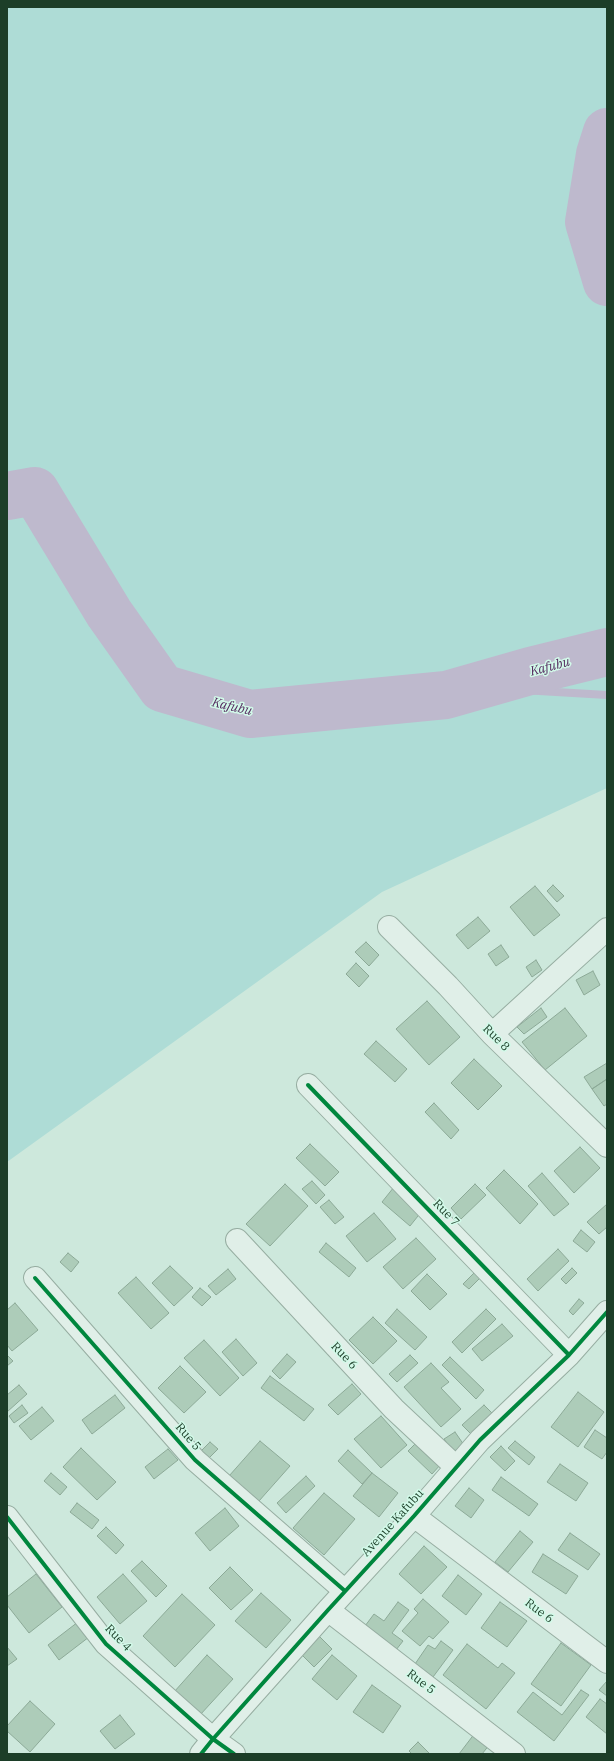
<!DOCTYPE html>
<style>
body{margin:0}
#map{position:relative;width:614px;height:1761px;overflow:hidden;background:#cde8dc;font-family:"IBM Plex Serif",serif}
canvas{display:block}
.frame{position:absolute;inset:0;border:8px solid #1c3e28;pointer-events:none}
</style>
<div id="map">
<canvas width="614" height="1761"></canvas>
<div class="frame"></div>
</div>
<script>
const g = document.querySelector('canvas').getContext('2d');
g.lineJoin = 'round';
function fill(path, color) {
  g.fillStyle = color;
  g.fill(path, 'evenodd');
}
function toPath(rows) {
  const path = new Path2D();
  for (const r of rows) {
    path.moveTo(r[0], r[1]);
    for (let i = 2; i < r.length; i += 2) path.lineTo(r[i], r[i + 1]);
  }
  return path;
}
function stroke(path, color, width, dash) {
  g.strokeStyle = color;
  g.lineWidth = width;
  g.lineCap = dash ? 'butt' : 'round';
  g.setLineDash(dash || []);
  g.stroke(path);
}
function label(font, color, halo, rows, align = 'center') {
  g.font = font + ' "IBM Plex Serif",serif';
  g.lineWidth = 3;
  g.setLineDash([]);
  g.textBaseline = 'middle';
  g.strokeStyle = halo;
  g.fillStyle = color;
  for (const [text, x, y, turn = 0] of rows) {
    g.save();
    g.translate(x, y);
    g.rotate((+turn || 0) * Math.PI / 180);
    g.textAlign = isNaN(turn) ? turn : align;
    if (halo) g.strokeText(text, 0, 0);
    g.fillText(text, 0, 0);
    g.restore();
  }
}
fill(toPath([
 [7,7,607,7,607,788,382,892,7,1162]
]), '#aedcd6');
stroke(toPath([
 [471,687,607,695]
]), '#beb9cd', 8);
stroke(toPath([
 [607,132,600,154,589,222,607,282],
 [7,496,35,491,109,613,162,688,250,714,446,695,530,671,607,652]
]), '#beb9cd', 48);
const building = toPath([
 [553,885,564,896,557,902,547,891,553,885],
 [535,886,560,915,534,936,510,907,535,886],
 [478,917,490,931,468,949,456,935,478,917],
 [366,942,379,955,369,966,355,952,366,942],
 [501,945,509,957,496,966,488,954,501,945],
 [536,960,542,970,532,977,526,967,536,960],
 [356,963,369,976,359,987,346,974,356,963],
 [593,971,600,985,584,995,576,980,593,971],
 [427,1001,460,1037,429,1065,396,1029,427,1001],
 [541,1008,547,1017,524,1034,517,1027,541,1008],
 [565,1008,587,1036,545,1070,522,1042,565,1008],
 [376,1041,407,1069,395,1082,364,1054,376,1041],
 [474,1059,502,1086,478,1110,451,1083,474,1059],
 [607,1063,607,1079,592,1089,584,1077,607,1063],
 [607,1079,607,1104,604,1106,592,1089,607,1079],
 [434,1103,459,1130,451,1139,425,1112,434,1103],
 [310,1144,339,1172,325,1186,296,1158,310,1144],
 [580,1147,600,1168,574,1193,554,1171,580,1147],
 [504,1170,538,1204,520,1224,486,1188,504,1170],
 [542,1173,569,1204,554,1216,528,1186,542,1173],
 [312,1181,325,1195,316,1204,302,1189,312,1181],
 [285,1184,308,1206,270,1246,246,1224,285,1184],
 [475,1184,486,1195,461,1219,451,1208,475,1184],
 [394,1187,422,1211,410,1226,382,1202,394,1187],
 [329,1200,344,1217,335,1224,320,1207,329,1200],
 [607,1204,607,1227,599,1234,587,1222,607,1204],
 [374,1213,396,1239,367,1262,346,1236,374,1213],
 [581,1230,595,1242,587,1252,573,1241,581,1230],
 [416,1238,436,1259,403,1289,383,1267,416,1238],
 [326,1243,356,1268,349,1277,319,1252,326,1243],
 [558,1249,569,1261,538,1291,527,1279,558,1249],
 [68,1253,79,1262,71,1272,60,1262,68,1253],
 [170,1266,193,1288,174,1306,152,1283,170,1266],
 [572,1268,577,1273,566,1284,561,1279,572,1268],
 [228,1269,236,1279,216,1295,208,1286,228,1269],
 [474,1273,480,1278,469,1289,463,1284,474,1273],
 [427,1274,447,1294,430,1310,411,1291,427,1274],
 [136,1277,169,1313,151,1329,118,1293,136,1277],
 [200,1288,211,1297,202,1306,192,1297,200,1288],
 [579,1299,584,1303,573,1315,569,1311,579,1299],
 [15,1303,38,1330,12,1351,7,1345,7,1310,15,1303],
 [397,1309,427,1337,415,1350,385,1323,397,1309],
 [486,1309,496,1319,462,1353,452,1342,486,1309],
 [373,1317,397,1341,373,1364,349,1340,373,1317],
 [502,1324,513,1336,482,1361,472,1349,502,1324],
 [236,1339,257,1363,243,1376,222,1352,236,1339],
 [204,1340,239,1378,220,1396,184,1358,204,1340],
 [287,1354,296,1362,280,1379,272,1371,287,1354],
 [7,1355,13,1361,7,1366,7,1355],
 [410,1355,418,1363,397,1382,389,1374,410,1355],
 [450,1357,484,1390,476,1399,442,1365,450,1357],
 [431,1363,449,1382,441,1388,461,1409,441,1427,404,1387,431,1363],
 [180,1366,206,1392,184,1413,158,1388,180,1366],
 [270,1376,314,1409,304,1421,261,1388,270,1376],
 [352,1384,361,1394,338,1415,328,1405,352,1384],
 [19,1385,27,1394,7,1412,7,1395,19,1385],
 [578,1392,604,1412,578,1447,551,1427,578,1392],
 [115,1395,125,1408,92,1434,82,1420,115,1395],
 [22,1405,28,1413,14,1423,9,1416,22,1405],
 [484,1405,493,1414,471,1434,462,1425,484,1405],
 [42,1407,54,1421,31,1440,19,1426,42,1407],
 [381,1416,407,1445,381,1468,354,1439,381,1416],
 [595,1430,607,1438,607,1452,602,1459,584,1447,595,1430],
 [455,1432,464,1445,453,1452,444,1439,455,1432],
 [260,1441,290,1466,259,1501,229,1476,260,1441],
 [515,1441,535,1457,529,1465,508,1448,515,1441],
 [210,1442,218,1449,209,1458,201,1451,210,1442],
 [417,1442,441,1464,432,1474,408,1451,417,1442],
 [501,1446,515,1461,505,1471,490,1457,501,1446],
 [81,1448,116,1482,97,1500,63,1467,81,1448],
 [168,1449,178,1460,154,1479,145,1467,168,1449],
 [348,1450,372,1473,362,1484,338,1461,348,1450],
 [560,1464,588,1483,576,1501,547,1482,560,1464],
 [51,1473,67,1487,60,1495,44,1481,51,1473],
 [372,1473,398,1493,379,1517,353,1496,372,1473],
 [306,1476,315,1486,286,1513,277,1503,306,1476],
 [501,1477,538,1504,529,1516,492,1490,501,1477],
 [469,1488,484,1500,471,1518,455,1506,469,1488],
 [324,1493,355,1519,324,1555,293,1528,324,1493],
 [77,1503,99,1520,92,1529,70,1512,77,1503],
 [225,1508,239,1526,210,1551,195,1533,225,1508],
 [106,1527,124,1545,116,1554,97,1536,106,1527],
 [520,1531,533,1542,508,1572,495,1562,520,1531],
 [570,1533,600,1554,588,1570,558,1550,570,1533],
 [424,1546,447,1567,421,1594,399,1574,424,1546],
 [543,1554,578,1576,566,1594,532,1572,543,1554],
 [142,1561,167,1586,156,1597,131,1571,142,1561],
 [230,1567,253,1590,231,1610,209,1588,230,1567],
 [36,1574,62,1607,29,1633,7,1605,7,1597,36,1574],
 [123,1574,147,1601,120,1624,97,1597,123,1574],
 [458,1575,482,1594,466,1615,442,1596,458,1575],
 [261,1593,291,1620,266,1648,235,1621,261,1593],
 [182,1594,215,1625,175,1667,143,1636,182,1594],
 [423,1599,449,1622,433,1639,429,1636,420,1646,402,1631,418,1613,414,1609,423,1599],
 [398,1602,409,1610,392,1633,403,1641,396,1650,365,1626,374,1614,384,1621,398,1602],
 [500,1602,527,1621,507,1647,481,1628,500,1602],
 [78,1622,89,1637,59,1660,48,1645,78,1622],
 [319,1636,332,1649,314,1667,301,1654,319,1636],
 [441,1641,453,1650,433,1677,415,1664,428,1645,435,1649,441,1641],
 [561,1643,591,1665,561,1706,531,1684,561,1643],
 [467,1644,498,1668,502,1663,515,1673,486,1709,443,1675,467,1644],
 [7,1647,17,1659,7,1666,7,1647],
 [207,1655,233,1679,200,1715,174,1692,207,1655],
 [332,1655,357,1676,337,1700,312,1679,332,1655],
 [607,1681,607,1696,599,1690,607,1681],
 [372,1685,401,1706,383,1733,353,1712,372,1685],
 [581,1690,589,1695,554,1741,517,1712,533,1692,562,1715,581,1690],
 [600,1699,607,1704,607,1734,586,1717,600,1699],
 [30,1701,55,1724,30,1752,7,1731,7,1726,30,1701],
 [120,1715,135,1734,115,1749,100,1731,120,1715],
 [475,1733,490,1744,482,1754,459,1754,475,1733],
 [418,1742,430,1754,412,1754,409,1751,418,1742]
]);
fill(building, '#adccb9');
stroke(building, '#8ca997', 1);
const street = toPath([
 [389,927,448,986,492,1034,607,1146],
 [492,1034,607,929],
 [308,1085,569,1355],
 [237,1240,394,1409,456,1467],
 [35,1278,195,1460,345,1591],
 [414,1516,607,1662],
 [7,1517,106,1644,213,1739,234,1754],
 [328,1610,514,1754],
 [201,1754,213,1739,328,1610,414,1516,480,1440,569,1355,607,1312]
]);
stroke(street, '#96ada1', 24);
stroke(street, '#e0efe8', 22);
stroke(toPath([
 [308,1085,569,1355],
 [35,1278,195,1460,345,1591],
 [7,1517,106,1644,213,1739,234,1754],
 [201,1754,213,1739,328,1610,414,1516,480,1440,569,1355,607,1312]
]), '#00873e', 4);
label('12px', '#1c3e28', '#d2fae9', [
 ["Rue 8",496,1038,45],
 ["Rue 7",446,1213,46],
 ["Rue 6",344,1356,47],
 ["Rue 5",188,1437,49],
 ["Avenue Kafubu",393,1523,-48],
 ["Rue 6",539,1611,37],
 ["Rue 4",118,1638,46],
 ["Rue 5",421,1682,38]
]);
label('italic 13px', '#542a5f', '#d2fae9', [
 ["Kafubu",550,667,-15],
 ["Kafubu",232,707,13]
]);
</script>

- **WORK TO BE COMPLETED**: Within the material above, copy exactly the lines from the line that holds "g.strokeStyle = color;" up to and including the line that holds "[7,496,35,491,109,613,162,688,250,714,446,695,530,671,607,652]".

- **FINISHED TASK**:
  g.strokeStyle = color;
  g.lineWidth = width;
  g.lineCap = dash ? 'butt' : 'round';
  g.setLineDash(dash || []);
  g.stroke(path);
}
function label(font, color, halo, rows, align = 'center') {
  g.font = font + ' "IBM Plex Serif",serif';
  g.lineWidth = 3;
  g.setLineDash([]);
  g.textBaseline = 'middle';
  g.strokeStyle = halo;
  g.fillStyle = color;
  for (const [text, x, y, turn = 0] of rows) {
    g.save();
    g.translate(x, y);
    g.rotate((+turn || 0) * Math.PI / 180);
    g.textAlign = isNaN(turn) ? turn : align;
    if (halo) g.strokeText(text, 0, 0);
    g.fillText(text, 0, 0);
    g.restore();
  }
}
fill(toPath([
 [7,7,607,7,607,788,382,892,7,1162]
]), '#aedcd6');
stroke(toPath([
 [471,687,607,695]
]), '#beb9cd', 8);
stroke(toPath([
 [607,132,600,154,589,222,607,282],
 [7,496,35,491,109,613,162,688,250,714,446,695,530,671,607,652]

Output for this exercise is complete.